We decided to use Yo mama jokes. For the uninformed, these are politically incorrect, fat shaming jokes. One sentence long, can be hilarious (which is good) and very insulting (which is not) or both (which make you feel guilty while laughing).
So we trawled the internet for around a 1000 odd Yo Mama jokes. There were a few repetitions in the 1000, mainly because of differences of spellings, a little swapping of words here and there etc.
These below are some of the gems the system came up with:
Yo mama so fat that she thought fruit punch was a dirty bomb.
Yo mama so fat if she buys clothes in three sizes: large, extra large, and "Oh my God, it's coming towards us!"

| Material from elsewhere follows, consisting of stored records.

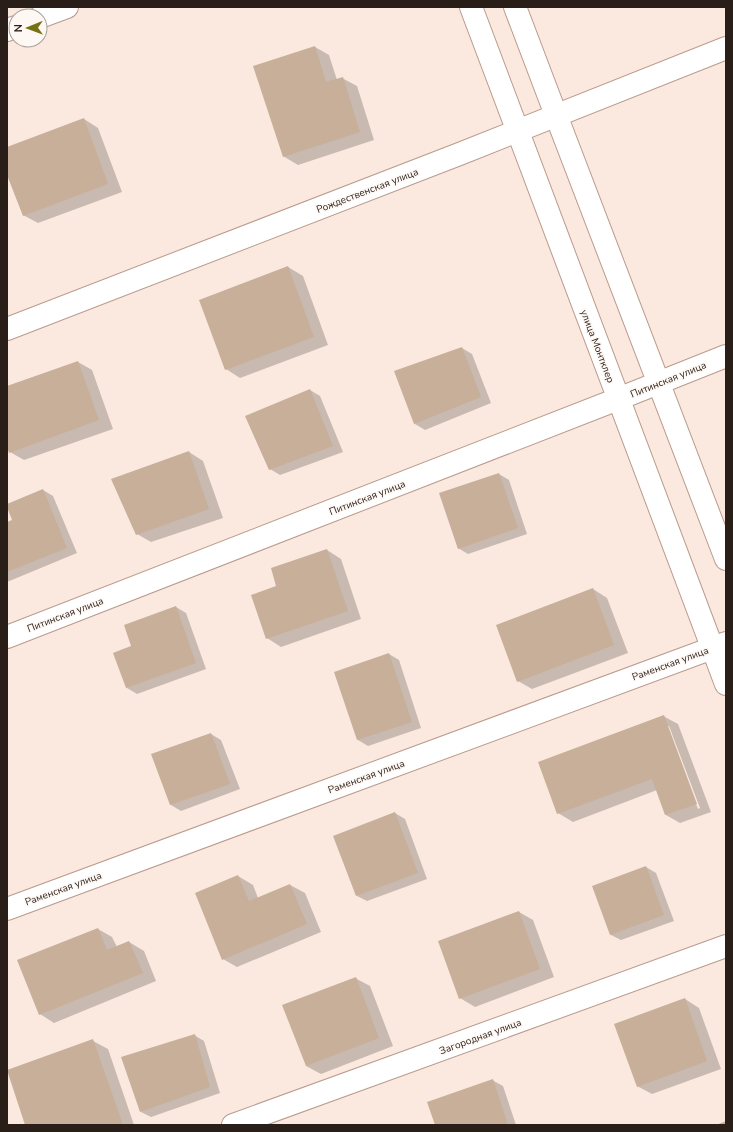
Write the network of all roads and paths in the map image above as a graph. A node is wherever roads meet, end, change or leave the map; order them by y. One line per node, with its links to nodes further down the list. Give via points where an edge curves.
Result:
1 (67, 7): 4 (street)
2 (471, 7): 7 (street, улица Монтклер)
3 (516, 7): 6 (street)
4 (48, 14)
5 (726, 48): 6 (street, Рождественская улица)
6 (556, 116): 7 (street, Рождественская улица); 10 (street)
7 (518, 131): 8 (street, Рождественская улица); 11 (street, улица Монтклер)
8 (7, 329)
9 (726, 356): 10 (street, Питинская улица)
10 (658, 382): 11 (street, Питинская улица); 12 (street)
11 (618, 399): 13 (street, Питинская улица); 14 (street, улица Монтклер)
12 (726, 560)
13 (7, 637)
14 (719, 645): 15 (street, улица Монтклер); 16 (street, Раменская улица)
15 (726, 684)
16 (7, 909)
17 (726, 946): 18 (street, Загородная улица)
18 (233, 1125)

Yo mama so fat when god was making light he told her to break apart.
Yo mama so fat she can't even get high.
Yo mama so fat when they took pictures of Earth it looked like Earth had a family reunion.
Yo mama so dumb she stuck a battery up her panties.
Yo mama so fat, when she walks down the stairs, I wasn't laughing but the ground started cracking up.
Yo mama so ugly that she influences the tides.
Yo mama so fat she was going to Walmart tripped over on 4th Ave, she landed on Burger King.
What we enjoyed about them was the fact that many of them, while strictly not making any grammatical/logical sense, were still funny to read. We may not have gone nuts laughing over them, but I do distinctly remember an adolescent me who would have found these hilarious for hours on end.
Of course, there was a lot of junk being thrown up as well, and these are only some of the better ones that we have shown here. One factor for the junk can be that the inputs themselves were not all of top-notch language and sentence construction, with the relatively small size of the training data also contributing.
Next up is the ambitious goal of generating a full-size text. We could go for a single author with a large body of work, or multiple authors with similar writing styles, or authors in the same genre. Maybe a mashup of Shakespeare and Bacon influence (read, using all their work as the training), or Chekhov and Tolstoy, or even C.S. Lewis with J.K. Rowling? The possibilities seem endless, even with the very obvious constraint of being able to use only a 3-word window. Of course, the limitations will become more apparent as we make more and more use of it.